TASK REQUIREMENTS
How many lines in the records below contain the word "Pears"? Reply with that number only.

--- MATERIAL FOR THE TASK ---

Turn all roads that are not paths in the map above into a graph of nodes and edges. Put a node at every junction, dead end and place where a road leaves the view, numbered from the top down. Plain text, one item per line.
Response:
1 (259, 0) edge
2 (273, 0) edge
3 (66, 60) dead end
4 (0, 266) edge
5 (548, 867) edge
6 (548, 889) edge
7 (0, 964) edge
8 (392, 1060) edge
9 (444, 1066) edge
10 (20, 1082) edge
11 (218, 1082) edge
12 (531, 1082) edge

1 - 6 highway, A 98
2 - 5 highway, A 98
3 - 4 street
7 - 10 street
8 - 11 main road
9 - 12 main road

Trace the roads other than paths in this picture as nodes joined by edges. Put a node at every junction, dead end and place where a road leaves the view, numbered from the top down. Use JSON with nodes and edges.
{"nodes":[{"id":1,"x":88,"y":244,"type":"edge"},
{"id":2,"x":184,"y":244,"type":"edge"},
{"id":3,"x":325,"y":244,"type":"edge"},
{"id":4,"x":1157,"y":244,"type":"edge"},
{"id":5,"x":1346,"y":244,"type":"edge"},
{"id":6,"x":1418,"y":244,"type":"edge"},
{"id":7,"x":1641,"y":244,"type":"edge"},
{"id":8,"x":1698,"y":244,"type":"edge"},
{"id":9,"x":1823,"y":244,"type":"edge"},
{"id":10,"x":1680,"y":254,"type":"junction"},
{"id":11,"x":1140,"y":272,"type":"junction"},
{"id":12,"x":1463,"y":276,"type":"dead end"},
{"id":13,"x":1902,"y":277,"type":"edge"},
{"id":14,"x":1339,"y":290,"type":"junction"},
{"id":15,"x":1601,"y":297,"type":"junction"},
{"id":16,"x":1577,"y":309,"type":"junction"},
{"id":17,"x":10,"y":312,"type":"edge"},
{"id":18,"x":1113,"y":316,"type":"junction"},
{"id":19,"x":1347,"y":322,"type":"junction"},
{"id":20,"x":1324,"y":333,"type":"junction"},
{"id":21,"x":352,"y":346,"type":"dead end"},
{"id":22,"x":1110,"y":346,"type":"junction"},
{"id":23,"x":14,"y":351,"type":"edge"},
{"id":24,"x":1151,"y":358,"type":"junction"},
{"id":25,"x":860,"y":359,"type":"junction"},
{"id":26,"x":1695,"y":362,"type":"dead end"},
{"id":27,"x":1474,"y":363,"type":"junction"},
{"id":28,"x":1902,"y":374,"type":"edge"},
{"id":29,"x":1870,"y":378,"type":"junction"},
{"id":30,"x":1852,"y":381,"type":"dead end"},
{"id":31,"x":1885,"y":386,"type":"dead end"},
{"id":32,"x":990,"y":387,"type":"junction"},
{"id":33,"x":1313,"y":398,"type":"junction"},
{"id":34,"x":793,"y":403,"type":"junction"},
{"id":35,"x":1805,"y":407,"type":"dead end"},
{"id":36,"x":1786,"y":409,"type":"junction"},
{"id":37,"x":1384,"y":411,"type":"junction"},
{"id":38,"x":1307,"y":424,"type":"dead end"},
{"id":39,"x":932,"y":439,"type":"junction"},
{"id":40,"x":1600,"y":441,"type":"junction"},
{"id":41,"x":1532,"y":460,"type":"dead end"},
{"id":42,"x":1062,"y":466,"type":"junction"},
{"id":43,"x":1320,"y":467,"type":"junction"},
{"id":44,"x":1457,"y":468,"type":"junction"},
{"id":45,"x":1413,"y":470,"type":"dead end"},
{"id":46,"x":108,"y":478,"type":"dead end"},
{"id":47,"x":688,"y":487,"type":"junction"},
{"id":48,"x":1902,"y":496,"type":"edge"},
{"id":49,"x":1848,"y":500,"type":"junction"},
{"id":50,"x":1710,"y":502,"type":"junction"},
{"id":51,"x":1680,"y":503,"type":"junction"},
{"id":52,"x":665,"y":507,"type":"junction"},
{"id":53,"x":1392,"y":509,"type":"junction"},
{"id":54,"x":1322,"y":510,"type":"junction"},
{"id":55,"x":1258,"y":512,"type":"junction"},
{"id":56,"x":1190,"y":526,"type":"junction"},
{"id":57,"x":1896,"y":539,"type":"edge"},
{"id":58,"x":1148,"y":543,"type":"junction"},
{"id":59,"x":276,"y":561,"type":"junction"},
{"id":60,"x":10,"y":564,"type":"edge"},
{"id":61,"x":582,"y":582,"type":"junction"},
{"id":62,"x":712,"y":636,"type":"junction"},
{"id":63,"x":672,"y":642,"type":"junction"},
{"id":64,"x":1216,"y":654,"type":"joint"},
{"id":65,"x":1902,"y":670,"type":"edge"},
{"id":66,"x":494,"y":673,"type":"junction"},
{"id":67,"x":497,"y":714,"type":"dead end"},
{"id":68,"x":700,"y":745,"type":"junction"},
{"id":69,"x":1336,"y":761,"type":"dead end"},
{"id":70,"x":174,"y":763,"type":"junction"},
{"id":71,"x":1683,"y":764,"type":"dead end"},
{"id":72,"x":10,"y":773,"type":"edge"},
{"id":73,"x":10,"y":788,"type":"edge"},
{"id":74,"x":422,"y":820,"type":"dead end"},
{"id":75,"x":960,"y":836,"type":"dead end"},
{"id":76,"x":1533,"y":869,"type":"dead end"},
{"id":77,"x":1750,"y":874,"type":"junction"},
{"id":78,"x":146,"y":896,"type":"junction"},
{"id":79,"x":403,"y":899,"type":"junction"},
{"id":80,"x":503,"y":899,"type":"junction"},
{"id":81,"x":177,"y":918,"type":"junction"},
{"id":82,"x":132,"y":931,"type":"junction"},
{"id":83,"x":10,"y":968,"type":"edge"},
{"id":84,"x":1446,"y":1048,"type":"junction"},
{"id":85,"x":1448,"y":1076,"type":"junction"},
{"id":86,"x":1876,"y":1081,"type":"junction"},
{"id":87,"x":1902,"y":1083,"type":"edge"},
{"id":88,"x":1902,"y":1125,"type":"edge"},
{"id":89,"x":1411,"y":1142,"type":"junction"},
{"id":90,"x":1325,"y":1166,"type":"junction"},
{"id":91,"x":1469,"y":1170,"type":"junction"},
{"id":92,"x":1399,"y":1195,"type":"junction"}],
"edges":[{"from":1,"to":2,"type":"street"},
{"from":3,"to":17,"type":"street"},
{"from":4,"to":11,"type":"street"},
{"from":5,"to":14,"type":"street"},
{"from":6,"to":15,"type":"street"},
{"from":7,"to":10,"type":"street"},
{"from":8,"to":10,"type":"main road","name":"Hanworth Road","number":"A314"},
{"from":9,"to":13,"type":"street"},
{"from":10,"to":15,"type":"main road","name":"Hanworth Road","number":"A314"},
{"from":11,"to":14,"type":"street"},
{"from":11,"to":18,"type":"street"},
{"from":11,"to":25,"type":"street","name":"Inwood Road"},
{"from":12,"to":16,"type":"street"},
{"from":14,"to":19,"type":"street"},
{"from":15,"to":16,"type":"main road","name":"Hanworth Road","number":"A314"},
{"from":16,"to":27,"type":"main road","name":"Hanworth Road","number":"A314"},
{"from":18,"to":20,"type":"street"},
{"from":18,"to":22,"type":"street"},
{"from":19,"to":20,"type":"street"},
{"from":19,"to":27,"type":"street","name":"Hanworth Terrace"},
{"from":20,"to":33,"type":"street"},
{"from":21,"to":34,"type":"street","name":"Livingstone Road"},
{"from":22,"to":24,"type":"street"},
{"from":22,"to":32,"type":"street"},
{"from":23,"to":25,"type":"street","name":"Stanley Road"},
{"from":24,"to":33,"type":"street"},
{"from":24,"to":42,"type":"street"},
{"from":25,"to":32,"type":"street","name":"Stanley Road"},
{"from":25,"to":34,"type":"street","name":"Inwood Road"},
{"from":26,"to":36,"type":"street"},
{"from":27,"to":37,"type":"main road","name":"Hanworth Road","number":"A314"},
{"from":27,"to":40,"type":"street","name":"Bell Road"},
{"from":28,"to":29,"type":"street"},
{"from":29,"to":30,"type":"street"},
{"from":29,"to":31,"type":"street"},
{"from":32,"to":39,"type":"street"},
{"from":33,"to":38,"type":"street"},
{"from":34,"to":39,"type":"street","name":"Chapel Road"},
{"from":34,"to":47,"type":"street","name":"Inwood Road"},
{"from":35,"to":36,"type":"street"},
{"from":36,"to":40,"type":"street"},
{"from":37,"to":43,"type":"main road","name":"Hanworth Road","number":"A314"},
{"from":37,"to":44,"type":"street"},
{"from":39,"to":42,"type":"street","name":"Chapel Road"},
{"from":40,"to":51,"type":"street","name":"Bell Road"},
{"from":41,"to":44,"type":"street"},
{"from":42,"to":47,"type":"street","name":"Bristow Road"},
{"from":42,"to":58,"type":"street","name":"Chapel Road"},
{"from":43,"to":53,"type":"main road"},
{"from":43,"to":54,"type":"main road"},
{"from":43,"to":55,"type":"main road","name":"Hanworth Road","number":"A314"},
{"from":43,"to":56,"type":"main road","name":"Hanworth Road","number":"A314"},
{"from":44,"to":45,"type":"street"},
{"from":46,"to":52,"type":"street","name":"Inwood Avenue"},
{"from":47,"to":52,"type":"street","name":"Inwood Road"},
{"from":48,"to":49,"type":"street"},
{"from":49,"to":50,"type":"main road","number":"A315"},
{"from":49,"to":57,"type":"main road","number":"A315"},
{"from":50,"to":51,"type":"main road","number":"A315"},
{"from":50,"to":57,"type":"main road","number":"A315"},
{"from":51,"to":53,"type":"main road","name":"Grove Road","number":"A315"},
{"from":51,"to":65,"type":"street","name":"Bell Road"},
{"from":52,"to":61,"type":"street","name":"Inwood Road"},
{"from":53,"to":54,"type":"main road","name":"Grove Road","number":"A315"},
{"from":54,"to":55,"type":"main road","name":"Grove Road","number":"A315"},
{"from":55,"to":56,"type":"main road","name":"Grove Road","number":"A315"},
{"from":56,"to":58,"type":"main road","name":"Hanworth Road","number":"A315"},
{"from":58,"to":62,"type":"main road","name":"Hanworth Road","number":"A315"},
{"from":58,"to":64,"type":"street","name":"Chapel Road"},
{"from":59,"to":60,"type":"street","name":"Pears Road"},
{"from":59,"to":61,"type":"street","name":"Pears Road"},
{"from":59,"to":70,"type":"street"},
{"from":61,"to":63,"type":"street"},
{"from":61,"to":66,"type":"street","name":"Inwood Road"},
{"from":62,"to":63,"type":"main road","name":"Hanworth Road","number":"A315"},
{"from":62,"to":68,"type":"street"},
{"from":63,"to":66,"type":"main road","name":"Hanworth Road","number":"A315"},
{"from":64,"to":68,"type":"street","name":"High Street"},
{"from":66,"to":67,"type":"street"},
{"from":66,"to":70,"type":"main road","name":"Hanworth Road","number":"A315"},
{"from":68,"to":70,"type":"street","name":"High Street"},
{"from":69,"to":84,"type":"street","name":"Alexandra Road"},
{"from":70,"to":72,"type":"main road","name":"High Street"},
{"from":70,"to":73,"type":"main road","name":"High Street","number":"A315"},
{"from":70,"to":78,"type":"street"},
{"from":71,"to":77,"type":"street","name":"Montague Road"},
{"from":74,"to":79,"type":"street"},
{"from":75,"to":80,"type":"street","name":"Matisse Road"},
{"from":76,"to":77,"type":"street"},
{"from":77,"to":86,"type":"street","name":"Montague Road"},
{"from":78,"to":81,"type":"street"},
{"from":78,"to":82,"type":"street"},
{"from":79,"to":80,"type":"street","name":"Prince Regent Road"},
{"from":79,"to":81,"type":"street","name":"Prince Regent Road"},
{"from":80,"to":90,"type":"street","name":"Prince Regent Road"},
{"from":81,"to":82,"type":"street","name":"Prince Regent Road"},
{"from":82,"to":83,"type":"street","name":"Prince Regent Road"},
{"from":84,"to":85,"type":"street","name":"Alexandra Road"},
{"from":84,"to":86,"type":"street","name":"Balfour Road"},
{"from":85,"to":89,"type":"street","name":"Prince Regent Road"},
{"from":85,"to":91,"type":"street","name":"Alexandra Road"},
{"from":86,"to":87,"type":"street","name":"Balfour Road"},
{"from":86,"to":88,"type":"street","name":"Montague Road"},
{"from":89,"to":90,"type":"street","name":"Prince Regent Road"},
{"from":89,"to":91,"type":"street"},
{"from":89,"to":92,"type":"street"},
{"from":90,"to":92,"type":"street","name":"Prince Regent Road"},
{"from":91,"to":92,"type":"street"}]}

---

PROBLEM SOLUTION
2